From: | Bruce Momjian <bruce(at)momjian(dot)us> |
---|---|
To: | Alena Rybakina <lena(dot)ribackina(at)yandex(dot)ru> |
Cc: | Andrey Lepikhov <a(dot)lepikhov(at)postgrespro(dot)ru>, PostgreSQL-development <pgsql-hackers(at)postgresql(dot)org>, Tom Lane <tgl(at)sss(dot)pgh(dot)pa(dot)us> |
Subject: | Re: MergeJoin beats HashJoin in the case of multiple hash clauses |
Date: | 2023-09-07 18:08:56 |
Message-ID: | ZPoRuHWPZeu3qC/a@momjian.us |
Views: | Raw Message | Whole Thread | Download mbox | Resend email |
Thread: | |
Lists: | pgsql-hackers |
Does anyone else have an opinion on this patch? It looks promising.

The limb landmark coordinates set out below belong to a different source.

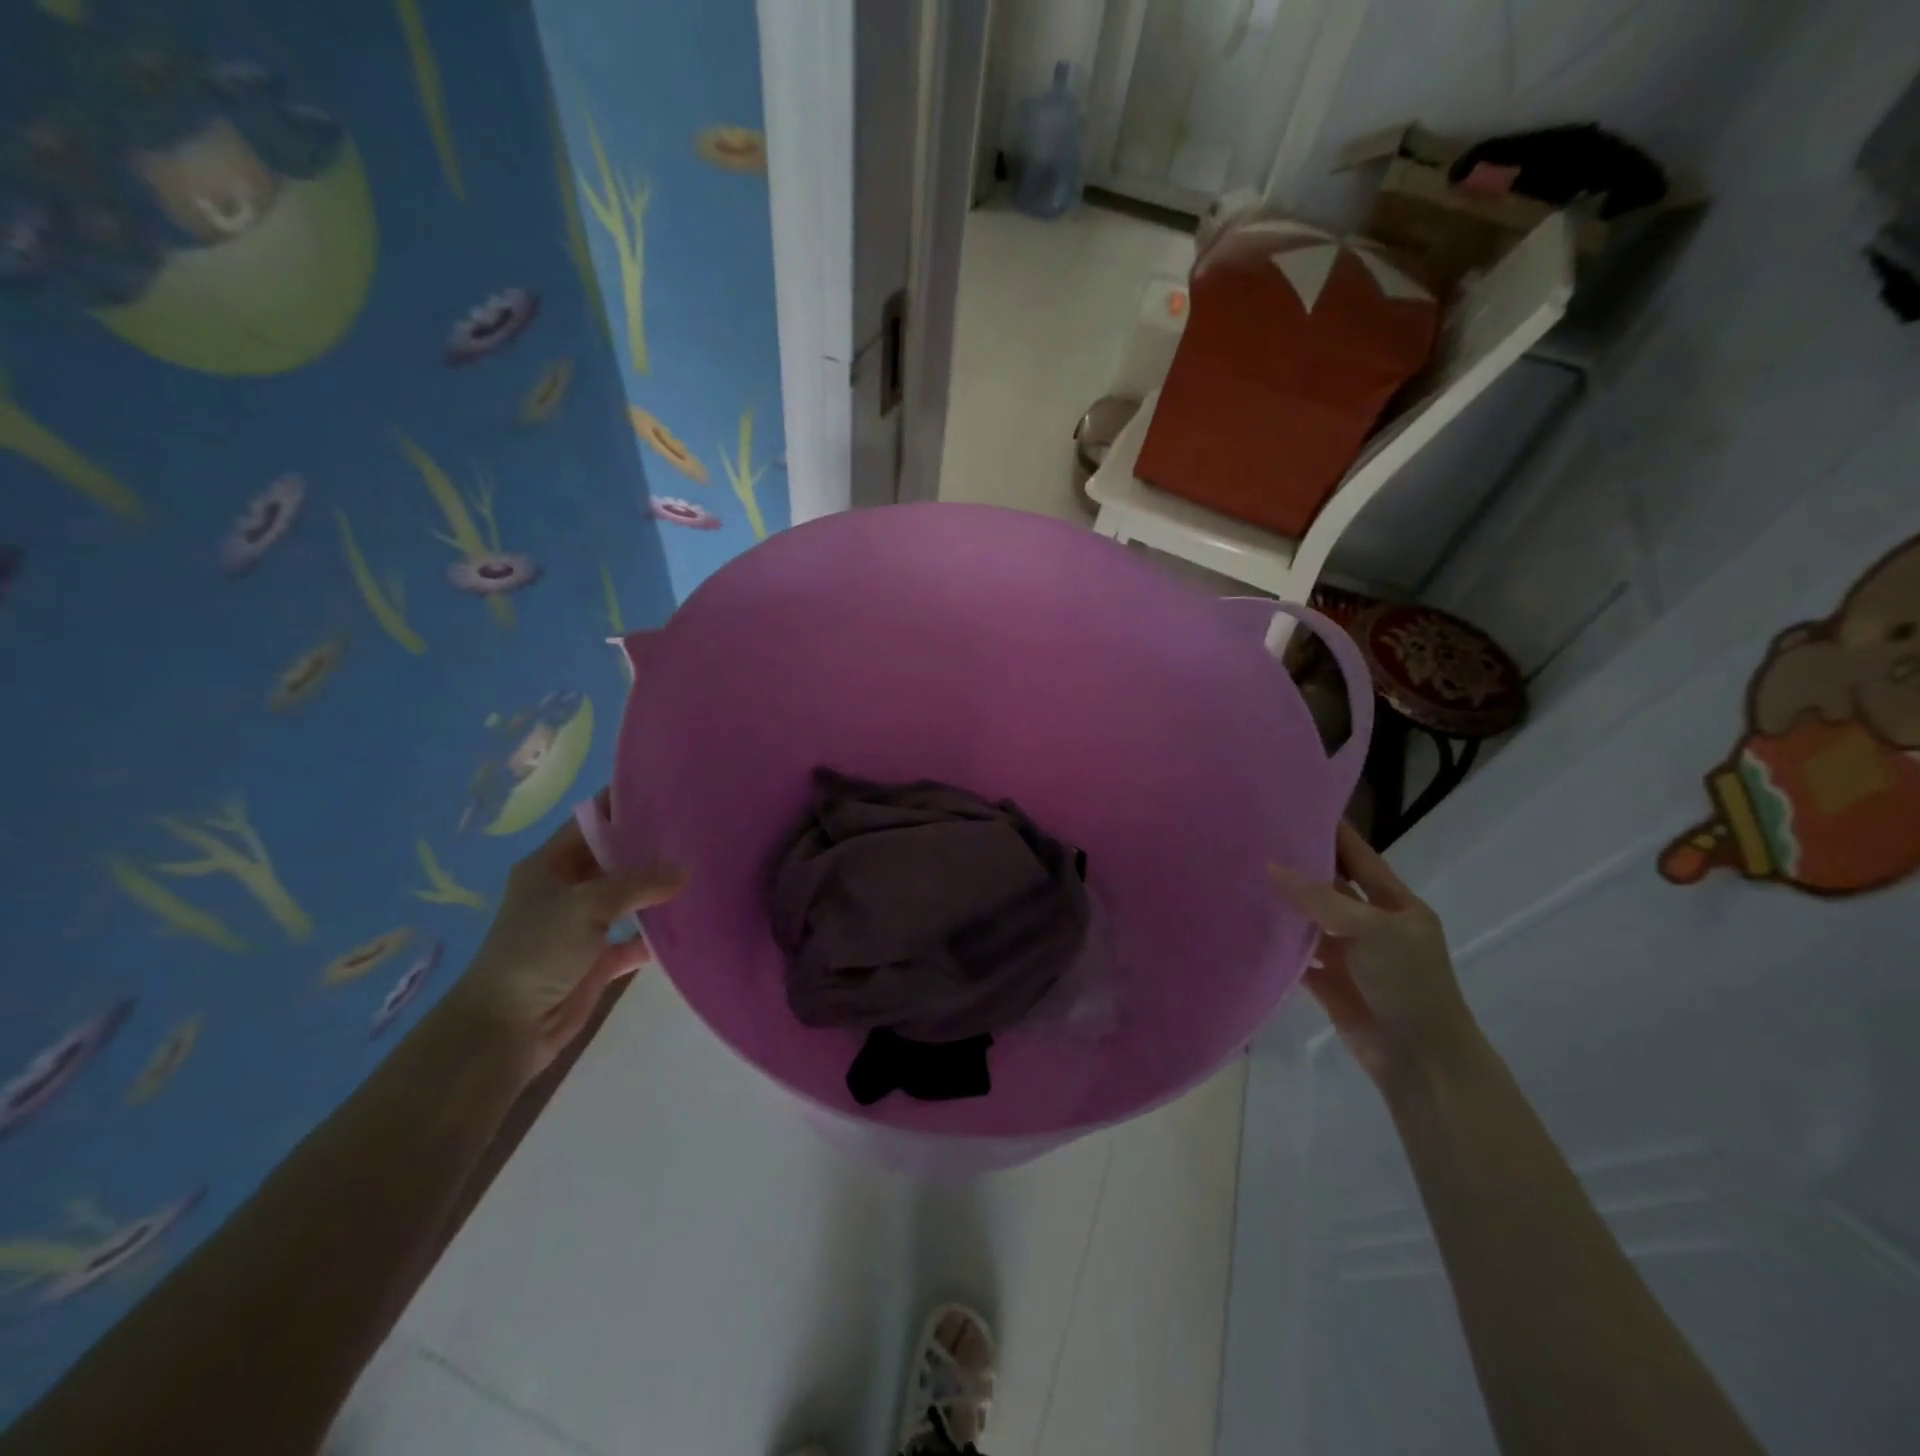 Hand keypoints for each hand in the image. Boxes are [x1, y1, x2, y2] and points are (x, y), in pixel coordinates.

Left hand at [443, 800, 685, 1082]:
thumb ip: (638, 883)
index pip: (590, 823)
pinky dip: (658, 935)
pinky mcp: (598, 960)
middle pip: (614, 860)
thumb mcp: (587, 905)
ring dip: (658, 892)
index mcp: (549, 865)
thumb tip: (686, 870)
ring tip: (702, 872)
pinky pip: (636, 940)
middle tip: (696, 833)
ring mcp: (583, 926)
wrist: (507, 1028)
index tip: (667, 794)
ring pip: (628, 899)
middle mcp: (566, 890)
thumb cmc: (537, 951)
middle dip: (650, 849)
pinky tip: (691, 924)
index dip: (623, 806)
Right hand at [1270, 822, 1475, 1091]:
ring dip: (1282, 903)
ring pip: (1309, 919)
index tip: (1297, 805)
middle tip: (1254, 838)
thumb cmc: (1409, 985)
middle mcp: (1371, 924)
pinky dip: (1275, 942)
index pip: (1359, 856)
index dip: (1334, 831)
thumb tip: (1271, 867)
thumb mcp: (1373, 931)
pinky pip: (1296, 955)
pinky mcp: (1328, 982)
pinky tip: (1245, 924)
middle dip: (1299, 864)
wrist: (1421, 1061)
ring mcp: (1348, 954)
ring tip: (1240, 874)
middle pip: (1330, 886)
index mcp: (1396, 904)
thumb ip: (1321, 899)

---------------------------------------------------------------------------
On Wed, Jun 28, 2023 at 04:53:06PM +0300, Alena Rybakina wrote:
> Hi!
>
> On 15.06.2023 11:30, Andrey Lepikhov wrote:
>
> Hi, all.
>
> Some of my clients use JOIN's with three - four clauses. Quite frequently,
> I see complaints on unreasonable switch of JOIN algorithm to Merge Join
> instead of Hash Join. Quick research have shown one weak place - estimation
> of an average bucket size in final_cost_hashjoin (see q2.sql in attachment)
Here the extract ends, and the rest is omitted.